Every entry below has to appear again in your reply, word for word, but no picture may.

**Excerpts from a dataset**
┌──

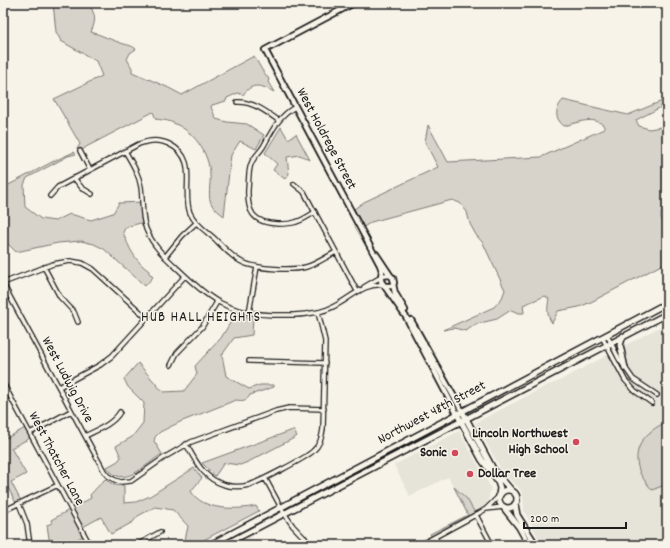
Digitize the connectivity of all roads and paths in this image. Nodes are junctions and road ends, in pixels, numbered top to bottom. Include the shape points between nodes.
1 (354, 3) edge
2 (237, 102) dead end
3 (295, 107) junction
4 (278, 120) junction
5 (80, 151) dead end
6 (125, 151) junction
7 (90, 170) junction
8 (74, 178) junction
9 (294, 184) dead end
10 (92, 194) dead end
11 (50, 196) dead end
12 (315, 212) junction
13 (196, 223) junction
14 (366, 240) junction
15 (336, 252) junction
16 (165, 257) junction
17 (44, 267) junction
18 (257, 267) junction
19 (390, 275) junction
20 (185, 276) junction
21 (381, 276) junction
22 (3, 284) edge
23 (393, 284) junction
24 (384, 286) junction
25 (364, 288) junction
26 (357, 291) junction
27 (217, 302) junction
28 (667, 303) edge
29 (318, 312) junction
30 (249, 313) junction
31 (667, 314) edge
32 (147, 318) junction
33 (78, 322) dead end
34 (605, 336) junction
35 (623, 336) junction
36 (608, 344) junction
37 (249, 361) dead end
38 (325, 363) junction
39 (171, 365) dead end
40 (625, 368) junction
41 (3, 383) edge
42 (59, 387) junction
43 (657, 395) dead end
44 (652, 403) dead end
45 (324, 409) junction
46 (71, 411) junction
47 (120, 412) dead end
48 (459, 412) junction
49 (463, 420) junction
50 (30, 433) junction
51 (85, 436) junction
52 (186, 444) junction
53 (265, 478) junction
54 (58, 485) junction
55 (511, 490) junction
56 (499, 495) junction
57 (19, 504) junction
58 (515, 504) junction
59 (280, 507) junction
60 (503, 507) junction
61 (486, 509) junction
62 (3, 511) edge
63 (284, 513) junction
64 (476, 515) junction
65 (160, 532) dead end
66 (435, 537) junction
67 (305, 538) junction
68 (30, 545) edge
69 (90, 545) edge
70 (137, 545) edge
71 (210, 545) edge
72 (224, 545) edge
73 (295, 545) edge
74 (311, 545) edge
75 (420, 545) edge
76 (439, 545) edge
77 (492, 545) edge
78 (529, 545) edge
79 (536, 545) edge

1 - 3 street, West Holdrege Street via 265,50
2 - 4 street via 254,105
3 - 4 street
3 - 14 street, West Holdrege Street
4 - 12 street via 250,165 249,206 256,218 269,223 292,223
5 - 7 street
6 - 7 street
6 - 13 street via 144,142 154,141 166,143 177,150 185,161 188,174 188,206
6 - 16 street via 140,181 142,214 146,229
7 - 8 street
8 - 10 street via 86,192
8 - 11 street via 58,187
9 - 12 street via 304,192
12 - 15 street
13 - 16 street
13 - 18 street via 237,259
14 - 19 street, West Holdrege Street
14 - 21 street, West Holdrege Street via 381,268
15 - 18 street via 301,268
15 - 26 street
16 - 20 street
17 - 22 street
17 - 32 street via 66,261 87,265
17 - 33 street via 60,297 74,312
18 - 30 street
19 - 21 street
19 - 23 street, West Holdrege Street
20 - 27 street
20 - 32 street
21 - 24 street, West Holdrege Street
21 - 25 street
22 - 42 street, West Ludwig Drive
23 - 24 street
23 - 48 street via 396,295 437,364
24 - 25 street via 373,285
24 - 48 street via 406,318
25 - 26 street
26 - 29 street via 336,305
27 - 30 street
27 - 39 street via 202,326 177,353
28 - 34 main road, Northwest 48th Street
29 - 30 street via 294,315
29 - 38 street via 325,341
31 - 35 main road, Northwest 48th Street
32 - 42 street via 110,358
34 - 36 street
34 - 48 main road, Northwest 48th Street
35 - 36 main road, Northwest 48th Street
35 - 40 main road via 620,345
36 - 40 street
36 - 44 street via 625,380
36 - 49 main road, Northwest 48th Street
37 - 38 street
38 - 45 street
40 - 43 street via 637,383
41 - 50 street, West Thatcher Lane
42 - 46 street, West Ludwig Drive
45 - 52 street via 279,410
45 - 53 street via 322,434 318,445 308,455
46 - 50 street
46 - 51 street, West Ludwig Drive
47 - 51 street via 114,420
48 - 49 main road
48 - 59 main road, Northwest 48th Street
49 - 55 main road via 493,469
49 - 56 main road via 486,466 498,482
49 - 63 main road, Northwest 48th Street
50 - 54 street, West Thatcher Lane
51 - 52 street, West Ludwig Drive via 105,473 118,481 135,479
52 - 53 street via 201,470 220,484 244,486
53 - 59 street
54 - 57 street
54 - 69 street, West Thatcher Lane
55 - 56 main road
55 - 58 main road via 516,496
56 - 60 main road via 499,502
56 - 61 street
57 - 62 street
57 - 68 street via 27,524
58 - 60 main road via 509,508
58 - 79 main road via 517,515
59 - 63 street
59 - 71 main road, Northwest 48th Street
60 - 61 street
60 - 78 main road via 519,526
61 - 64 street
63 - 67 street
63 - 72 main road, Northwest 48th Street
64 - 66 street
64 - 77 street
65 - 70 street
66 - 75 street
66 - 76 street
67 - 73 street
67 - 74 street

└──

**ANSWER TO THIS TASK**
Digitize the connectivity of all roads and paths in this image. Nodes are junctions and road ends, in pixels, numbered top to bottom. Include the shape points between nodes.
1 (354, 3) edge
2 (237, 102) dead end
3 (295, 107) junction
4 (278, 120) junction
5 (80, 151) dead end
6 (125, 151) junction
7 (90, 170) junction
8 (74, 178) junction
9 (294, 184) dead end
10 (92, 194) dead end
11 (50, 196) dead end
12 (315, 212) junction
13 (196, 223) junction
14 (366, 240) junction
15 (336, 252) junction
16 (165, 257) junction
17 (44, 267) junction
18 (257, 267) junction
19 (390, 275) junction
20 (185, 276) junction
21 (381, 276) junction
22 (3, 284) edge
23 (393, 284) junction
24 (384, 286) junction
25 (364, 288) junction
26 (357, 291) junction
27 (217, 302) junction
28 (667, 303) edge
29 (318, 312) junction
30 (249, 313) junction
31 (667, 314) edge
32 (147, 318) junction
33 (78, 322) dead end
34 (605, 336) junction
35 (623, 336) junction
36 (608, 344) junction
37 (249, 361) dead end
38 (325, 363) junction
39 (171, 365) dead end
40 (625, 368) junction
41 (3, 383) edge
42 (59, 387) junction
43 (657, 395) dead end
44 (652, 403) dead end
45 (324, 409) junction
46 (71, 411) junction
47 (120, 412) dead end
48 (459, 412) junction
49 (463, 420) junction
50 (30, 433) junction
51 (85, 436) junction
52 (186, 444) junction
53 (265, 478) junction
54 (58, 485) junction
55 (511, 490) junction
56 (499, 495) junction
57 (19, 504) junction
58 (515, 504) junction
59 (280, 507) junction
60 (503, 507) junction
61 (486, 509) junction
62 (3, 511) edge
63 (284, 513) junction
64 (476, 515) junction
65 (160, 532) dead end
66 (435, 537) junction
67 (305, 538) junction
68 (30, 545) edge
69 (90, 545) edge
70 (137, 545) edge
71 (210, 545) edge
72 (224, 545) edge
73 (295, 545) edge
74 (311, 545) edge
75 (420, 545) edge
76 (439, 545) edge
77 (492, 545) edge
78 (529, 545) edge
79 (536, 545) edge

1 - 3 street, West Holdrege Street via 265,50
2 - 4 street via 254,105
3 - 4 street
3 - 14 street, West Holdrege Street
4 - 12 street via 250,165 249,206 256,218 269,223 292,223
5 - 7 street
6 - 7 street
6 - 13 street via 144,142 154,141 166,143 177,150 185,161 188,174 188,206
6 - 16 street via 140,181 142,214 146,229
7 - 8 street
8 - 10 street via 86,192
8 - 11 street via 58,187
9 - 12 street via 304,192
12 - 15 street
13 - 16 street
13 - 18 street via 237,259
14 - 19 street, West Holdrege Street
14 - 21 street, West Holdrege Street via 381,268
15 - 18 street via 301,268
15 - 26 street
16 - 20 street
17 - 22 street
17 - 32 street via 66,261 87,265
17 - 33 street via 60,297 74,312
18 - 30 street
19 - 21 street
19 - 23 street, West Holdrege Street
20 - 27 street
20 - 32 street
21 - 24 street, West Holdrege Street
21 - 25 street
22 - 42 street, West Ludwig Drive
23 - 24 street
23 - 48 street via 396,295 437,364
24 - 25 street via 373,285
24 - 48 street via 406,318
25 - 26 street
26 - 29 street via 336,305
27 - 30 street
27 - 39 street via 202,326 177,353
28 - 34 main road, Northwest 48th Street
29 - 30 street via 294,315
29 - 38 street via 325,341
31 - 35 main road, Northwest 48th Street
32 - 42 street via 110,358
34 - 36 street
34 - 48 main road, Northwest 48th Street
35 - 36 main road, Northwest 48th Street
35 - 40 main road via 620,345
36 - 40 street
36 - 44 street via 625,380
36 - 49 main road, Northwest 48th Street
37 - 38 street
38 - 45 street
40 - 43 street via 637,383
41 - 50 street, West Thatcher Lane
42 - 46 street, West Ludwig Drive
45 - 52 street via 279,410
45 - 53 street via 322,434 318,445 308,455
46 - 50 street
46 - 51 street, West Ludwig Drive
47 - 51 street via 114,420
48 - 49 main road
48 - 59 main road, Northwest 48th Street
49 - 55 main road via 493,469
49 - 56 main road via 486,466 498,482
49 - 63 main road, Northwest 48th Street
50 - 54 street, West Thatcher Lane
51 - 52 street, West Ludwig Drive via 105,473 118,481 135,479
52 - 53 street via 201,470 220,484 244,486
53 - 59 street
54 - 57 street
54 - 69 street, West Thatcher Lane
55 - 56 main road
55 - 58 main road via 516,496
56 - 60 main road via 499,502
56 - 61 street
57 - 62 street
57 - 68 street via 27,524
58 - 60 main road via 509,508
58 - 79 main road via 517,515
59 - 63 street
59 - 71 main road, Northwest 48th Street
60 - 61 street
60 - 78 main road via 519,526
61 - 64 street
63 - 67 street
63 - 72 main road, Northwest 48th Street
64 - 66 street
64 - 77 street
65 - 70 street
66 - 75 street
66 - 76 street
67 - 73 street
67 - 74 street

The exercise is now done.